(Saved data entries)
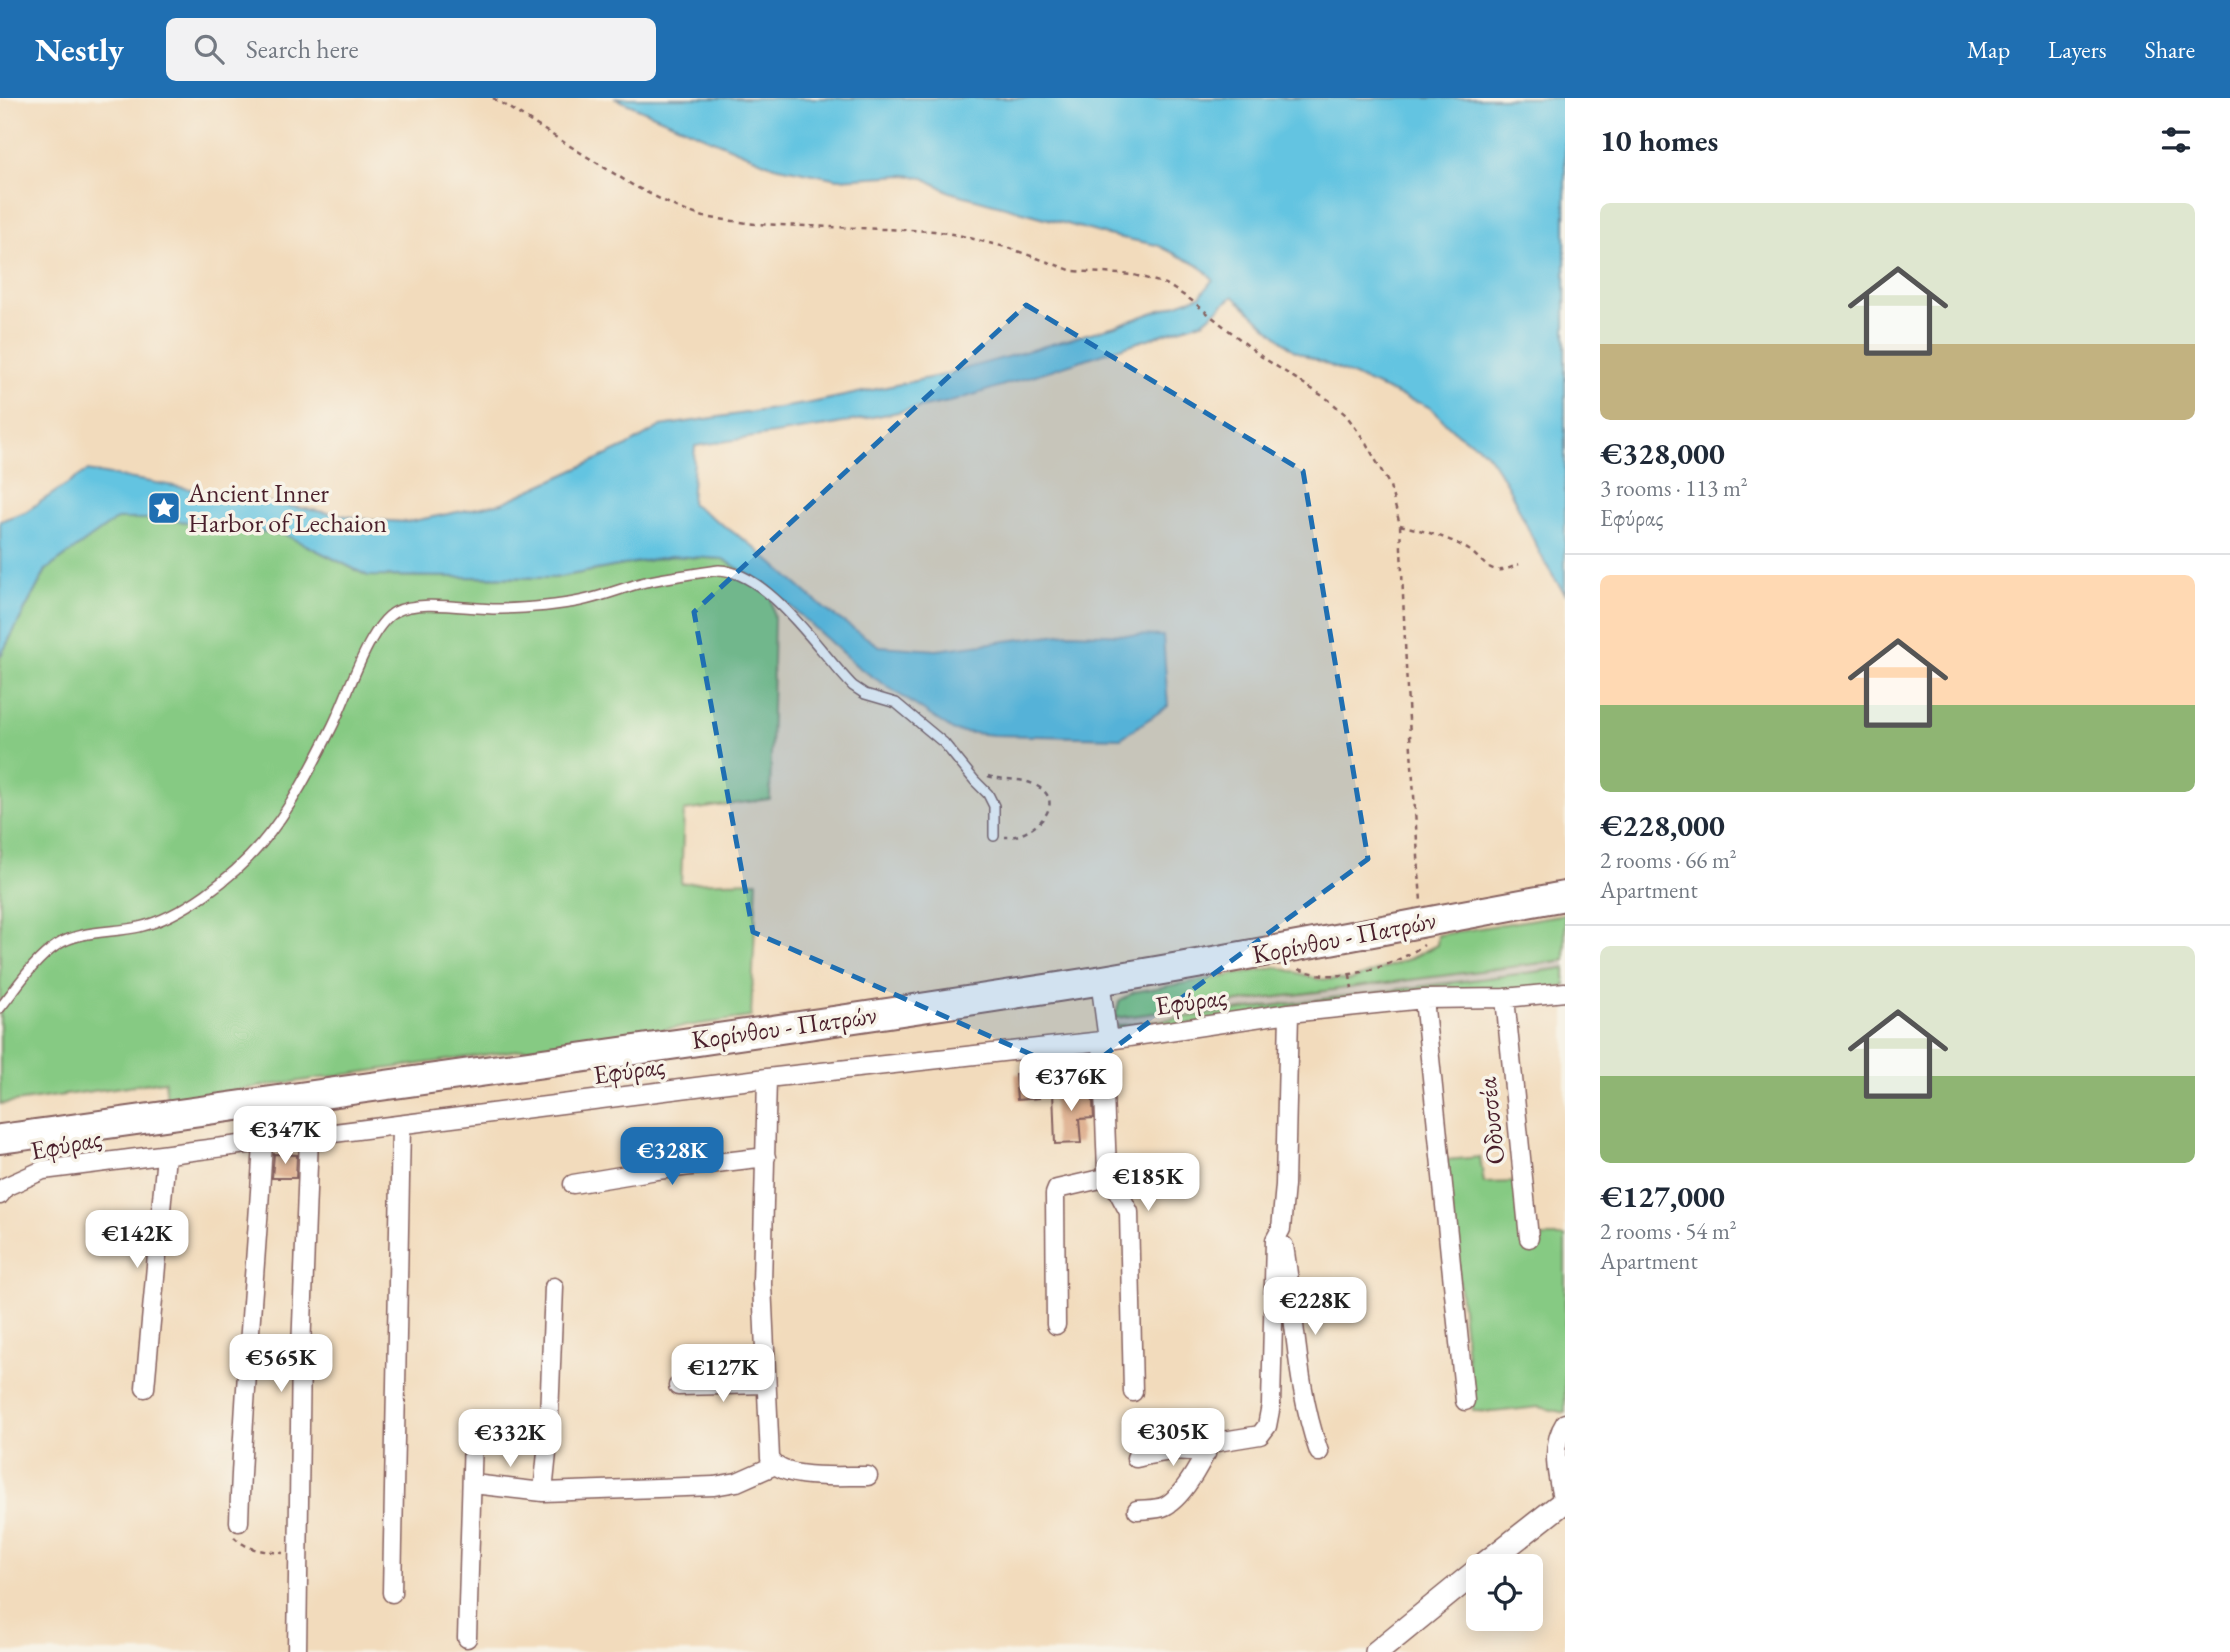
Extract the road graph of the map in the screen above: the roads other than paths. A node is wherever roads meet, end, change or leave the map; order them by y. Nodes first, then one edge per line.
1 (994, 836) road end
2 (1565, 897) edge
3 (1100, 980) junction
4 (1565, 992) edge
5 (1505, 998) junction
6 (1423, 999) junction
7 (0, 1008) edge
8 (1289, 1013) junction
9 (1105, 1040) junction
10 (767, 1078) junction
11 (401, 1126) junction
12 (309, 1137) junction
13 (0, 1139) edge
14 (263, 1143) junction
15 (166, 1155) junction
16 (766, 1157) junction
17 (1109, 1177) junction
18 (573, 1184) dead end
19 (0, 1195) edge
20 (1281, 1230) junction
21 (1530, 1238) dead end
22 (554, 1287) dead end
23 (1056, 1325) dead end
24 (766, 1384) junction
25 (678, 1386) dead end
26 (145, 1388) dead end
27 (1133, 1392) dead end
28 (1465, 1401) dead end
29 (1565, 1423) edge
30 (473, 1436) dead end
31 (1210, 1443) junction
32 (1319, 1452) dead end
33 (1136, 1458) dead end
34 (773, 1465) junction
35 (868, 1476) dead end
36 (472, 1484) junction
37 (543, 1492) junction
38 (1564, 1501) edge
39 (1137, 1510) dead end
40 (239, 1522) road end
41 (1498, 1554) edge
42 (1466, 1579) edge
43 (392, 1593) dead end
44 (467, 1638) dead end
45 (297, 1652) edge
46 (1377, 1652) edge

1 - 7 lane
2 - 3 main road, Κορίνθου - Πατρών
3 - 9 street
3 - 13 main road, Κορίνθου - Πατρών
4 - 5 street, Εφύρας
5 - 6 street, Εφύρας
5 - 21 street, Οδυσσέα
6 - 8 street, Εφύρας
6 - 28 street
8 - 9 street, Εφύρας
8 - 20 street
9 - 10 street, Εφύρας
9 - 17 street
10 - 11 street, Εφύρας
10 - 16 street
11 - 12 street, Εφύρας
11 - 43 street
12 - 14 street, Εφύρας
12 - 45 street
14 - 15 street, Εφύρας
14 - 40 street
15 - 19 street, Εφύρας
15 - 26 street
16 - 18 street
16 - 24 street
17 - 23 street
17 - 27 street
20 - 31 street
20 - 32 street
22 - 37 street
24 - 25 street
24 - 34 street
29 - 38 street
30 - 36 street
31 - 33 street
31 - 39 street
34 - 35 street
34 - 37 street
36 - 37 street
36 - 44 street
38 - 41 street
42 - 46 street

Task goal:
The copy should hold every entry above word for word and none of the pictures.

Final answer:
Extract the road graph of the map in the screen above: the roads other than paths. A node is wherever roads meet, end, change or leave the map; order them by y. Nodes first, then one edge per line.
1 (994, 836) road end
2 (1565, 897) edge
3 (1100, 980) junction
4 (1565, 992) edge
5 (1505, 998) junction
6 (1423, 999) junction
7 (0, 1008) edge
8 (1289, 1013) junction
9 (1105, 1040) junction
10 (767, 1078) junction
11 (401, 1126) junction
12 (309, 1137) junction
13 (0, 1139) edge
14 (263, 1143) junction
15 (166, 1155) junction
16 (766, 1157) junction
17 (1109, 1177) junction
18 (573, 1184) dead end
19 (0, 1195) edge
20 (1281, 1230) junction
21 (1530, 1238) dead end
22 (554, 1287) dead end
23 (1056, 1325) dead end
24 (766, 1384) junction
25 (678, 1386) dead end
26 (145, 1388) dead end
27 (1133, 1392) dead end
28 (1465, 1401) dead end
29 (1565, 1423) edge
30 (473, 1436) dead end
31 (1210, 1443) junction
32 (1319, 1452) dead end
33 (1136, 1458) dead end
34 (773, 1465) junction
35 (868, 1476) dead end
36 (472, 1484) junction
37 (543, 1492) junction
38 (1564, 1501) edge
39 (1137, 1510) dead end
40 (239, 1522) road end
41 (1498, 1554) edge
42 (1466, 1579) edge
43 (392, 1593) dead end
44 (467, 1638) dead end
45 (297, 1652) edge
46 (1377, 1652) edge

1 - 7 lane
2 - 3 main road, Κορίνθου - Πατρών
3 - 9 street
3 - 13 main road, Κορίνθου - Πατρών
4 - 5 street, Εφύρας
5 - 6 street, Εφύρας
5 - 21 street, Οδυσσέα
6 - 8 street, Εφύρας
6 - 28 street
8 - 9 street, Εφύρας
8 - 20 street
9 - 10 street, Εφύρας
9 - 17 street
10 - 11 street, Εφύρας
10 - 16 street
11 - 12 street, Εφύρας
11 - 43 street
12 - 14 street, Εφύρας
12 - 45 street
14 - 15 street, Εφύρας
14 - 40 street
15 - 19 street, Εφύρας
15 - 26 street
16 - 18 street
16 - 24 street
17 - 23 street
17 - 27 street
20 - 31 street
20 - 32 street
22 - 37 street
24 - 25 street
24 - 34 street
29 - 38 street
30 - 36 street
31 - 33 street
31 - 39 street
34 - 35 street
34 - 37 street
36 - 37 street
36 - 44 street
38 - 41 street
42 - 46 street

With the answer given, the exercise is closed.